Title: Bank Credit And Its Influence On Financial Stability In Nigeria
Authors: Efemiemie Vivian And Ehiedu, Victor C Ph.D
Volume: 9
Issue: 5
Pages: 157-171
Publication Date: 2025/05/28
Abstract:
his study investigates the influence of bank credit on financial stability in Nigeria, with a particular focus on how Total Bank Credit (TBC), Credit to Private Sector (CPS), Loan to Deposit Ratio (LDR), and Credit to GDP Ratio (CGDPR) affect the Capital Adequacy Ratio (CAR) of Deposit Money Banks (DMBs). The study adopts a quantitative methodology using an ex-post facto research design and covers the period from 1999 to 2023. Secondary data were sourced from the Central Bank of Nigeria (CBN), Nigeria Deposit Insurance Corporation (NDIC), World Bank financial indicators, and the audited reports of selected DMBs. A purposive sampling technique was employed to select banks with consistent financial records over the 25-year study period. Using Ordinary Least Squares (OLS) regression analysis, the study evaluates the statistical significance and direction of influence of each independent variable on CAR, employing diagnostic tests such as the Augmented Dickey-Fuller test for stationarity, Johansen cointegration test for long-run relationships, and tests for multicollinearity, heteroskedasticity, and autocorrelation.
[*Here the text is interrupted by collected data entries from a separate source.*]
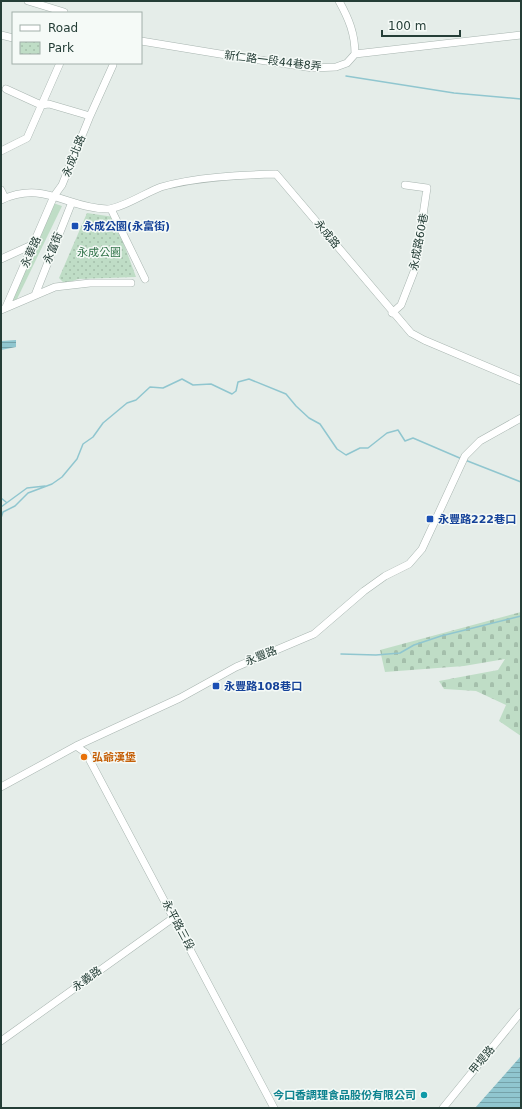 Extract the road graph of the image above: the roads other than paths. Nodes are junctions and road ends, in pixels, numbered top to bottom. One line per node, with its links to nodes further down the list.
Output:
1 (28, 1): 3 (street)
2 (339, 1): 8 (street)
3 (64, 12)
4 (1, 35): 6 (street)
5 (521, 35): 8 (street)
6 (12, 38)
7 (142, 41): 8 (street, 新仁路一段44巷8弄)
8 (355, 54)
9 (60, 64): 12 (street)
10 (113, 65): 13 (street, 永成北路)
11 (6, 89): 12 (street)
12 (41, 105): 13 (street); 14 (street)
13 (90, 116): 17 (street, 永成北路)
14 (1, 151)
15 (405, 185): 27 (street, 永成路60巷)
16 (1, 190): 18 (street)
17 (54, 196): 18 (street); 19 (street); 21 (street, 永華路)
18 (3, 199)
19 (72, 202): 20 (street); 25 (street, 永富街)
20 (111, 209): 23 (street); 27 (street, 永成路)
21 (34, 244): 22 (street); 26 (street, 永華路)
22 (1, 259)
23 (144, 279)
24 (131, 283): 25 (street)
25 (35, 295): 26 (street)
26 (4, 309)
27 (392, 313): 28 (street, 永成路)
28 (521, 380)
29 (521, 418): 30 (street, 永豐路)
30 (76, 746): 31 (street, 永豐路); 32 (street, 永平路三段)
31 (1, 787)
32 (173, 918): 34 (street, 永義路); 35 (street, 永平路三段)
33 (521, 1012): 36 (street, 甲堤路)
34 (1, 1041)
35 (274, 1108)
36 (443, 1108) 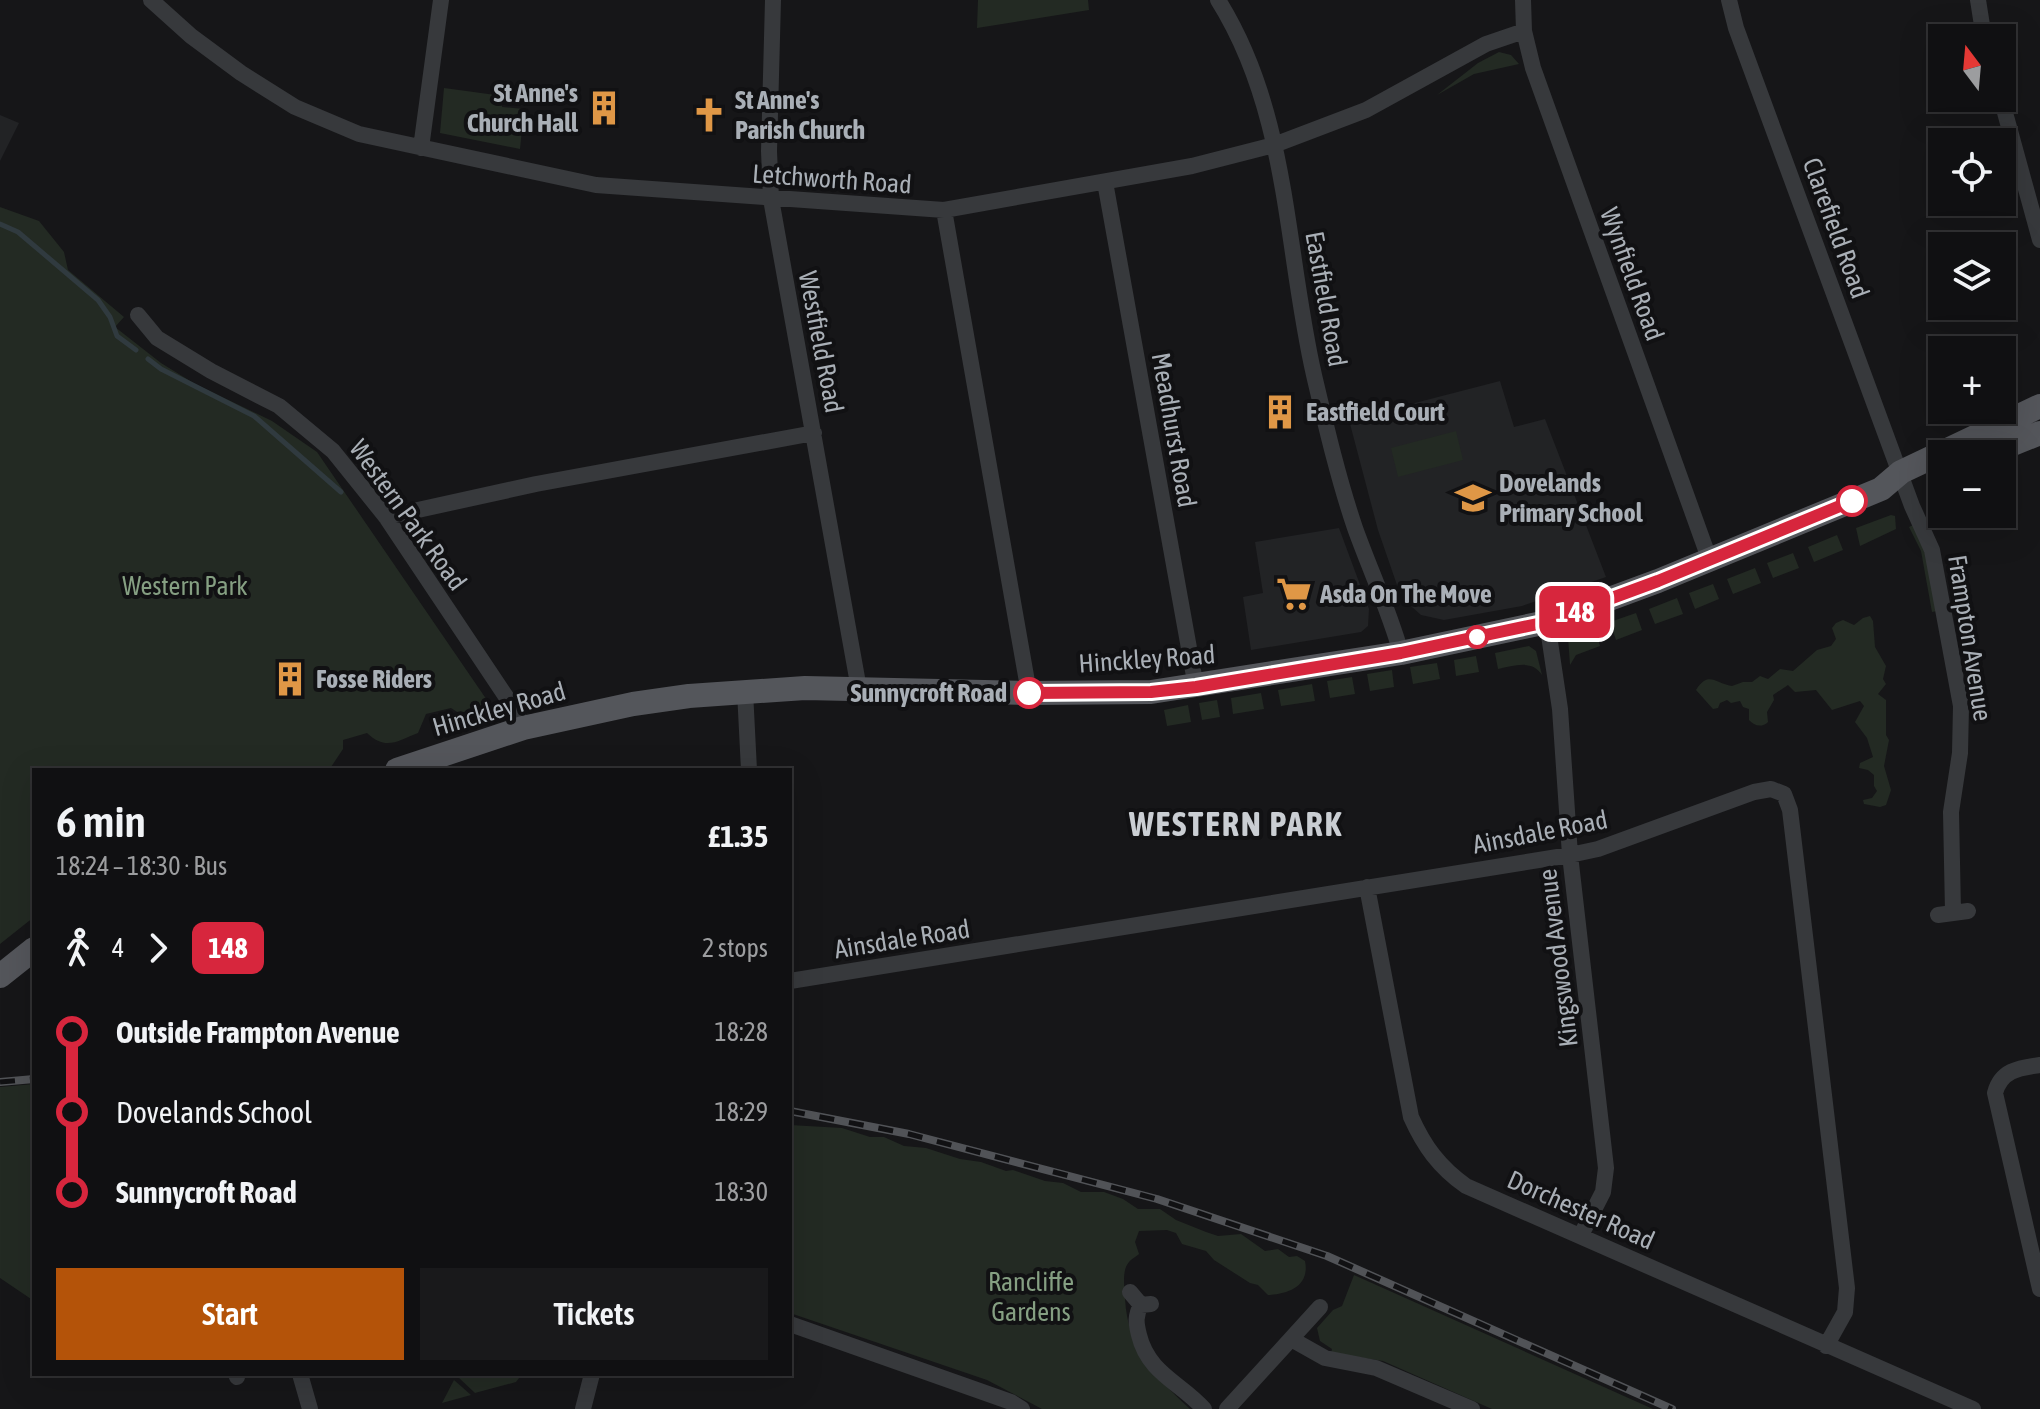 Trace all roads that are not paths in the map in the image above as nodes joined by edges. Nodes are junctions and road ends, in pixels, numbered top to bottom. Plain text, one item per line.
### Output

Findings reveal that TBC exhibits a negative but statistically insignificant effect on CAR, suggesting that credit volume alone does not guarantee bank stability without prudent risk management. CPS also shows a negative relationship, weakly significant at the 10% level, implying potential risk from overexposure to the private sector. LDR and inflation rate both show insignificant effects, indicating inefficiencies in credit deployment and a negligible direct impact of inflation on capital adequacy. The low R-squared value and insignificant F-statistic underscore the need to explore other determinants of financial stability. These findings contribute to the ongoing discourse on the quality versus quantity of credit in enhancing banking stability in emerging economies like Nigeria.